I woke before 7:30 in the morning after only two hours of sleep. My sinuses had not improved, and my eyes were beginning to water, but I dressed and ate breakfast in my room and prepared myself for the day. I missed the earlier bus to Centerville after not finding my printed directions in time, so I decided to wait for the next one scheduled around 9:30. I opened the sliding door in my room to breathe the cool morning air and gather myself for what I knew would be a more solemn pilgrimage than the day before.
My plan was to visit Our Lady of Victory Parish, the church where the funeral for Ethel Kennedy and Saoirse Kennedy Hill was held and then walk to St. Francis Xavier Cemetery where Eunice Kennedy Shriver, her husband R. Sargent Shriver, Mary Richardson Kennedy, and Saoirse Kennedy Hill are laid to rest.
At nine o’clock I left my hotel room with printed directions, a rain jacket, and an umbrella, unsure whether the weather would turn before my journey was complete.
I was still tired from illness and would have preferred rest, but I felt this was the day I was meant to go.
The bus arrived with only a few minutes to spare, and after a fifteen-minute ride the driver dropped me off near the parish and kindly pointed me in the right direction. I was not entirely certain I was walking the correct way until I saw a grotto statue of the Virgin Mary holding the Infant Jesus.
I followed the path upward and soon reached the parish grounds. It was a quiet and beautiful place. For a moment I simply stood outside and took in the stillness.

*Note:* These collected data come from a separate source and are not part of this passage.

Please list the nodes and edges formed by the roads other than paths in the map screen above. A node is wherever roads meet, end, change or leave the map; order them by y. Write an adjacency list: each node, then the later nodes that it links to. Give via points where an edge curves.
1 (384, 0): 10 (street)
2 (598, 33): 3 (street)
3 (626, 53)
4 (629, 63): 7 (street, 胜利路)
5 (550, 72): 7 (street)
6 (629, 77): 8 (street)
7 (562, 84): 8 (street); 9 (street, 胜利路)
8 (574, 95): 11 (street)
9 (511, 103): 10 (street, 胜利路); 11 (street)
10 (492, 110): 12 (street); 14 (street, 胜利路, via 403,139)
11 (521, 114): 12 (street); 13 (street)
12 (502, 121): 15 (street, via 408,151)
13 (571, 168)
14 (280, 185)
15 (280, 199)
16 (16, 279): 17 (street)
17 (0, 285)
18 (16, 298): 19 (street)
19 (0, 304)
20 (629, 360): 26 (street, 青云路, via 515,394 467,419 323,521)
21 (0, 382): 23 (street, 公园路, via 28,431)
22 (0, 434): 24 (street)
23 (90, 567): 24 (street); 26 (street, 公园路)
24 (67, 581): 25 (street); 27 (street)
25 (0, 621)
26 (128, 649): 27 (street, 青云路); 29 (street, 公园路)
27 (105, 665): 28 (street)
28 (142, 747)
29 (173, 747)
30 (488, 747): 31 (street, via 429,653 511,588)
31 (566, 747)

His expression carried a warm gentleness, as though he were greeting those who entered. I felt a soft welcome in his gaze. I walked silently into the sanctuary, and in my mind the melody of God Help the Outcasts rose like a whispered prayer.
I did not think of funerals or events here. This was first and foremost a house of worship, and I moved reverently through the stillness as one who is a guest in sacred space.

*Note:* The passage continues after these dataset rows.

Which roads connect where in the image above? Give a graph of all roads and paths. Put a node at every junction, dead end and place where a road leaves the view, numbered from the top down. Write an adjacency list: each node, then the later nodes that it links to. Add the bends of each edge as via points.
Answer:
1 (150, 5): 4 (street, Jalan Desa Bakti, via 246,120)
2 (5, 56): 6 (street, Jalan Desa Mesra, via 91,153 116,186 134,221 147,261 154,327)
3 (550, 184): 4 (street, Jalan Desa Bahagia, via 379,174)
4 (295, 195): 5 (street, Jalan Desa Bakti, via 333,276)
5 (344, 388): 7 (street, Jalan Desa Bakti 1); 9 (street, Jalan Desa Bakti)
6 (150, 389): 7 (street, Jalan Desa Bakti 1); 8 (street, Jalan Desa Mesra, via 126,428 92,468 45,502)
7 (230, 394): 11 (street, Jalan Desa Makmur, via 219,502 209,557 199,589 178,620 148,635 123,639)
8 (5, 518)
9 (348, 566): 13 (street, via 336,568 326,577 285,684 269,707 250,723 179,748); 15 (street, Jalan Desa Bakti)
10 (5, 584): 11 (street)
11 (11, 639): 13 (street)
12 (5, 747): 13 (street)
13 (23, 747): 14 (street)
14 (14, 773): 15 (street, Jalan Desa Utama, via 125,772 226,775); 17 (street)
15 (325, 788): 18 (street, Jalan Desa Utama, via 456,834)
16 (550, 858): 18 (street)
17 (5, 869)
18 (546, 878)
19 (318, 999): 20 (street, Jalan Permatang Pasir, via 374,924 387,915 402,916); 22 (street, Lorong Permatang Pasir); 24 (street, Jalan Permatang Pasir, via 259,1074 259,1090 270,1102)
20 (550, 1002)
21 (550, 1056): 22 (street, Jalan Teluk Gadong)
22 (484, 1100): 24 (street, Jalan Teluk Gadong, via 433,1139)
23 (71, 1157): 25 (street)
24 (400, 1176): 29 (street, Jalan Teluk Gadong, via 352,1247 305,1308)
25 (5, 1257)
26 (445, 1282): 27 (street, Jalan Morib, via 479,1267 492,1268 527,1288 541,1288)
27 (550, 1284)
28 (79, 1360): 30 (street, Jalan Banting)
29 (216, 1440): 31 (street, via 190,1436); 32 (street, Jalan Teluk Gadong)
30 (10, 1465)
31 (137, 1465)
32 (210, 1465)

After some time, I made my way to the cemetery on foot. A light rain began to fall as I walked, but it did not grow heavy.When I arrived, I searched first for the resting place of Mary Richardson Kennedy and Saoirse Kennedy Hill. I found them within minutes, and as soon as I did the rain stopped.
I stood before their graves in quiet recognition.
I did not think of their final struggles, nor of the manner of their passing. It was enough to remember that they had lived, and that they were once human beings who were loved.
From there I went to search for Eunice and Sargent Shriver and soon found them as well.
I sat on a nearby stone bench and remained with them for a while.
I thought about their son Mark, whom I met at the JFK Library in 2016, and about Eunice’s sister Jean, whom I met in 2017.
They were not distant historical figures but people whose presence had already crossed the path of my own life. Sitting there, I realized I only knew them through documentaries and public memory, and I felt a quiet responsibility to understand them more deeply.
When I finally left the cemetery, I passed Mary and Saoirse again in silence before returning to the road.
A few minutes later the rain returned, and I was grateful it had waited until after I completed what I had come to do. I had expected to walk the two miles back to Hyannis, but when a bus appeared alongside the road I waved, and the driver stopped to let me on. It felt like a small, kind blessing at the end of the hardest part of the day’s pilgrimage.
I returned to town and made my way to the Hyannis Public Library.
There I sat with copies of Sarge: The Life and Times of Sargent Shriver and Eunice: The Kennedy Who Changed the World, wanting not only to visit their graves but to understand their lives.
As I read from Eunice’s biography, I found the following words spoken by her near the end of her life:
“I am lucky that I experienced the sting of rejection as a woman who was told that the real power was not for me. I am lucky that I saw my mother and my sister Rosemary treated with the most unbearable rejection. I am lucky that I have had to confront political and social injustice all over the world throughout my career. You might say, ‘Why are you lucky to have had such difficult experiences?’ The answer is quite simple: the combination of the love of my family and the awful sting of rejection helped me develop the confidence I needed to believe that I could make a difference in a positive direction. It is really that simple: love gave me confidence, and adversity gave me purpose.”